How to cite this paper

Paoli, Jean. “We Created Document Dysfunction: It Is Time to Fix It.” Presented at Balisage: The Markup Conference 2019, Washington, DC, July 30 - August 2, 2019. In Proceedings of Balisage: The Markup Conference 2019. Balisage Series on Markup Technologies, vol. 23 (2019). https://doi.org/10.4242/BalisageVol23.Paoli01.

Balisage: The Markup Conference 2019
July 30 - August 2, 2019

Balisage Paper: We Created Document Dysfunction

It Is Time to Fix It

Jean Paoli

CEO

Docugami Inc.

Jean Paoli is the Founder of Docugami Inc., a startup that uses AI to transform the unique document business processes of individual companies, making frontline users more efficient while giving COOs better compliance and insights – inspired by his deep belief that openness and interoperability raises all boats.

He was formerly President of Microsoft Open Technologies, Inc., and one of the co-creators of the XML 1.0 standard with the World Wide Web Consortium (W3C). Throughout his career, Jean has worked in startups: before Microsoft, with Inria, the renowned French research Labs (Gipsi S.A. and Grif S.A.); and within Microsoft creating four new startups: XML, InfoPath, opening the Office formats and MS OpenTech (Microsoft’s open source subsidiary). The startups he built created breakthrough platform technologies used today by millions.

He is the recipient of multiple industry awards for his work on XML, semi-structured data, the convergence of documents and data and openness at large.

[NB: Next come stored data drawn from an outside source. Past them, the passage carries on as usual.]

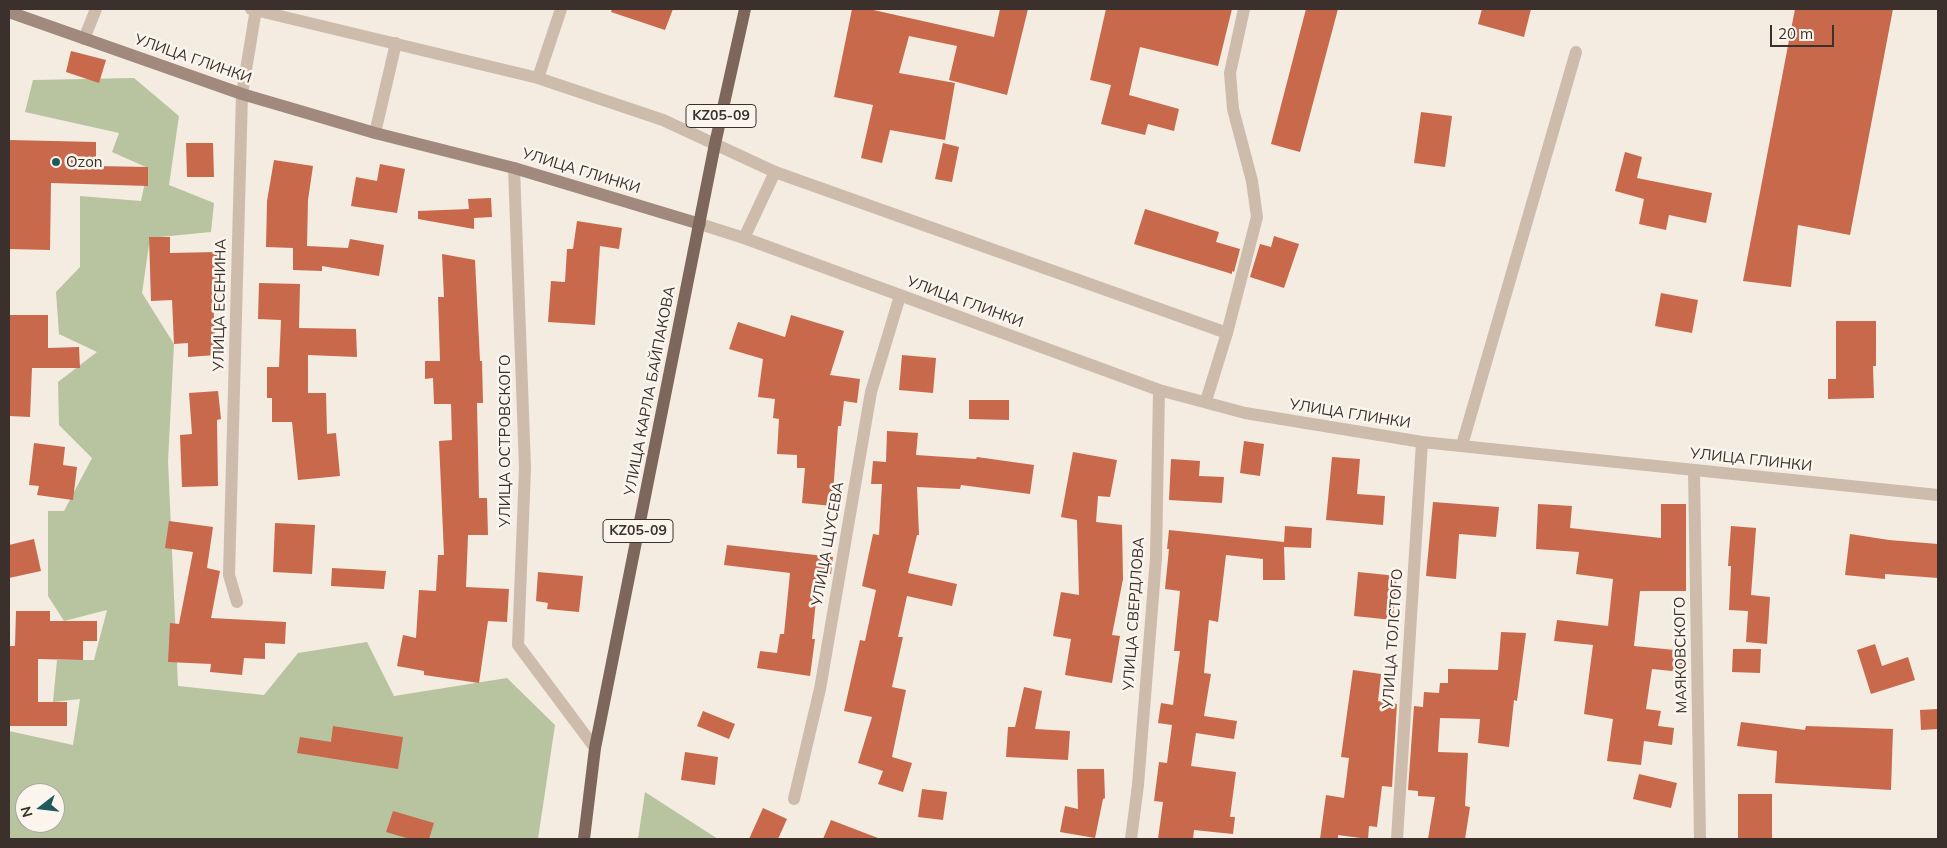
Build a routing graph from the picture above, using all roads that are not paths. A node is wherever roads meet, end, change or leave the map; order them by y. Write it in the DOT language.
graph roads {
  1 [pos="96,9"];
  2 [pos="561,9"];
  3 [pos="744,9"];
  4 [pos="1244,9"];
  5 [pos="254,10"];
  6 [pos="9,12"];
  7 [pos="84,38"];
  8 [pos="396,43"];
  9 [pos="1576,52"];
  10 [pos="538,78"];
  11 [pos="242,94"];
  12 [pos="375,133"];
  13 [pos="715,144"];
  14 [pos="514,168"];
  15 [pos="775,172"];
  16 [pos="700,224"];
  17 [pos="744,238"];
  18 [pos="900,296"];
  19 [pos="1227,333"];
  20 [pos="1160,390"];
  21 [pos="1206,401"];
  22 [pos="1422,442"];
  23 [pos="1462,445"];
  24 [pos="1694,471"];
  25 [pos="1938,495"];
  26 [pos="237,602"];
  27 [pos="595,748"];
  28 [pos="794,799"];
  29 [pos="584,839"];
  30 [pos="1131,839"];
  31 [pos="1397,839"];
  32 [pos="1700,839"];
  1 -- 7 [label="street"];
  2 -- 10 [label="street"];
  3 -- 13 [label="main road, УЛИЦА КАРЛА БАЙПАКОВА / KZ05-09"];
  4 -- 19 [label="street"];
  5 -- 8 [label="street"];
  5 -- 11 [label="street, УЛИЦА ЕСЕНИНА"];
  6 -- 7 [label="main road, УЛИЦА ГЛИНКИ"];
  7 -- 11 [label="main road, УЛИЦА ГЛИНКИ"];
  8 -- 10 [label="street"];
  8 -- 12 [label="street"];
  9 -- 23 [label="street"];
  10 -- 13 [label="street"];
  11 -- 12 [label="main road, УЛИЦА ГЛИНКИ"];
  11 -- 26 [label="street, УЛИЦА ЕСЕНИНА"];
  12 -- 14 [label="main road, УЛИЦА ГЛИНКИ"];
  13 -- 15 [label="street"];
  13 -- 16 [label="main road, УЛИЦА КАРЛА БАЙПАКОВА / KZ05-09"];
  14 -- 16 [label="main road, УЛИЦА ГЛИНКИ"];
  14 -- 27 [label="street, УЛИЦА ОСТРОВСКОГО"];
  15 -- 17 [label="street"];
  15 -- 19 [label="street"];
  16 -- 17 [label="street, УЛИЦА ГЛИНКИ"];
  16 -- 27 [label="main road, УЛИЦА КАРЛА БАЙПАКОВА / KZ05-09"];
  17 -- 18 [label="street, УЛИЦА ГЛИНКИ"];
  18 -- 20 [label="street, УЛИЦА ГЛИНКИ"];
  18 -- 28 [label="street, УЛИЦА ЩУСЕВА"];
  19 -- 21 [label="street"];
  20 -- 21 [label="street, УЛИЦА ГЛИНКИ"];
  20 -- 30 [label="street, УЛИЦА СВЕРДЛОВА"];
  21 -- 22 [label="street, УЛИЦА ГЛИНКИ"];
  22 -- 23 [label="street, УЛИЦА ГЛИНКИ"];
  22 -- 31 [label="street, УЛИЦА ТОЛСТОГО"];
  23 -- 24 [label="street, УЛИЦА ГЛИНКИ"];
  24 -- 25 [label="street, УЛИЦА ГЛИНКИ"];
  24 -- 32 [label="street, МАЯКОВСКОГО"];
  27 -- 29 [label="main road, УЛИЦА КАРЛА БАЙПАКОВА / KZ05-09"];
}
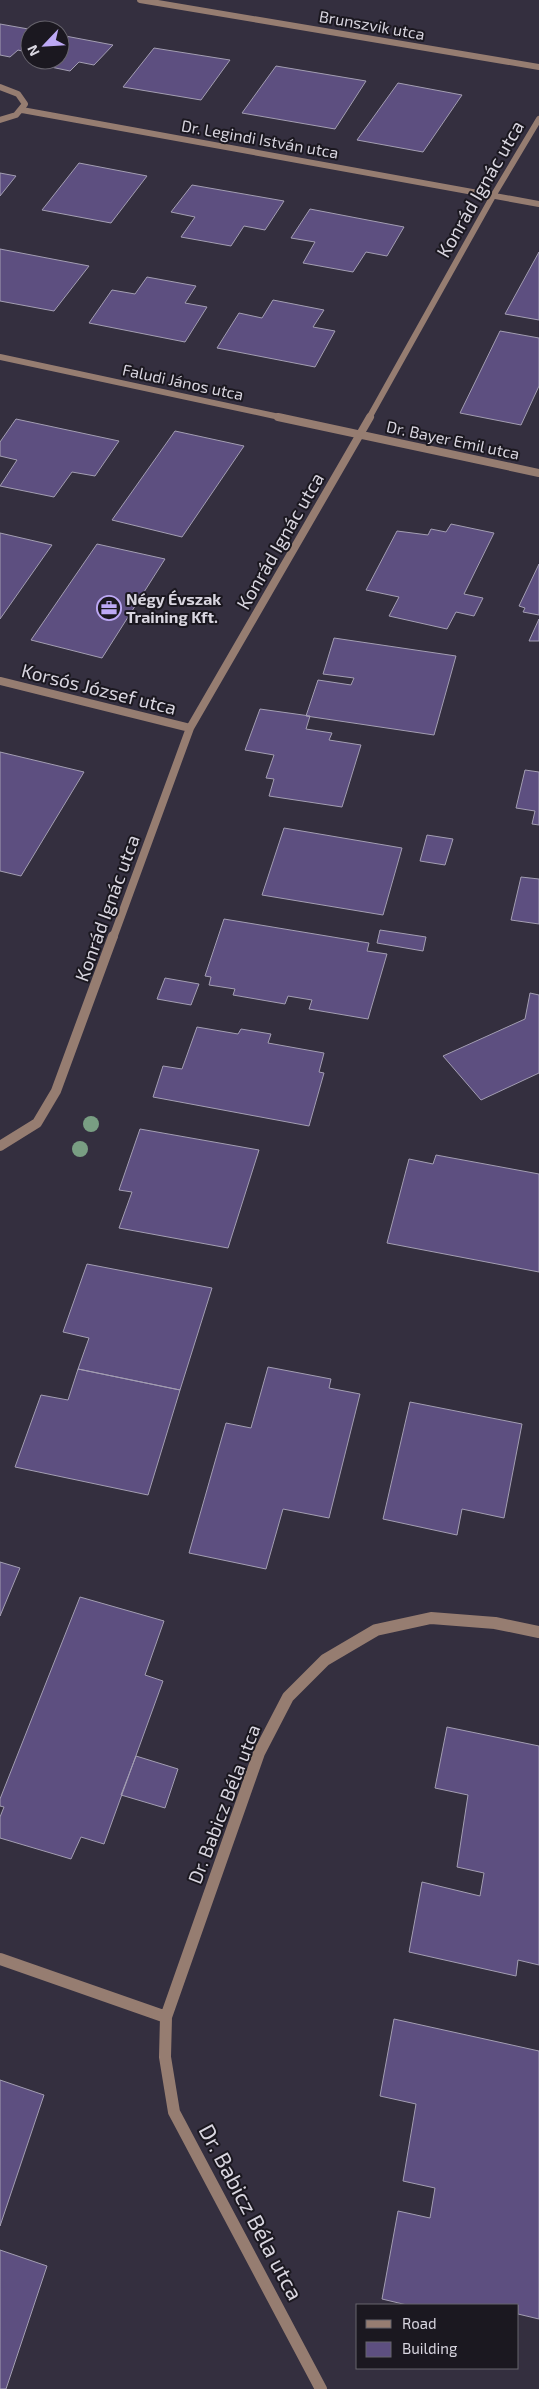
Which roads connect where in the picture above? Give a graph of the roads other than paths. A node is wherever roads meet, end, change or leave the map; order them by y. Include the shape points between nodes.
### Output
1 (140, 0) edge
2 (539, 68) edge
3 (0, 88) edge
4 (22, 110) junction
5 (539, 119) edge
6 (0, 120) edge
7 (493, 196) junction
8 (539, 204) edge
9 (0, 357) edge
10 (360, 434) junction
11 (539, 473) edge
12 (0, 681) edge
13 (190, 728) junction
14 (0, 1146) edge
15 (539, 1632) edge
16 (0, 1959) edge
17 (166, 2017) junction
18 (321, 2389) edge

1 - 2 street, Brunszvik utca
3 - 4 street via 18,93 25,104
4 - 6 street
4 - 7 street, Dr. Legindi István utca
5 - 7 street, Konrád Ignác utca
7 - 8 street, Dr. Legindi István utca
7 - 10 street, Konrád Ignác utca
9 - 10 street, Faludi János utca
10 - 11 street, Dr. Bayer Emil utca
10 - 13 street, Konrád Ignác utca
12 - 13 street, Korsós József utca
13 - 14 street, Konrád Ignác utca via 56,1091 37,1123
15 - 17 street, Dr. Babicz Béla utca via 431,1618 376,1630 325,1660 288,1697 259,1753
16 - 17 street
17 - 18 street, Dr. Babicz Béla utca via 166,2057 174,2112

In addition to core technical design, Jean takes deep care at building healthy ecosystems at worldwide scale. He is credited as one of the key leaders responsible for shifting in a fundamental way, under the guidance of the CEO, Microsoft’s strategy to embrace and love open source.

Copyright © Docugami Inc.

Abstract

Some of us building software need to take a hard look in the mirror. For years, we have promised that technology would solve the world’s information management problems, but 85% of business information is still dark data, with potentially useful insights lost in a rising tide of disconnected documents, emails, Slack conversations, voice-to-text messages, etc. We need an effective approach to documents and want to start a public conversation about these issues. We believe that effective solutions should be based on: Declarative Markup; AI sympathetic to Small Data; focus on company-specific documents; applying AI to documents as a whole; and solutions that do not disrupt existing workflows or require massive investment. The future is not about AI making human beings obsolete; the future is about AI making human beings and companies more productive, effective, and creative

Table of Contents

Introduction
What does document dysfunction look like?
Five principles
Starting a public conversation

Introduction

It is time for some of us building software to take a hard look in the mirror.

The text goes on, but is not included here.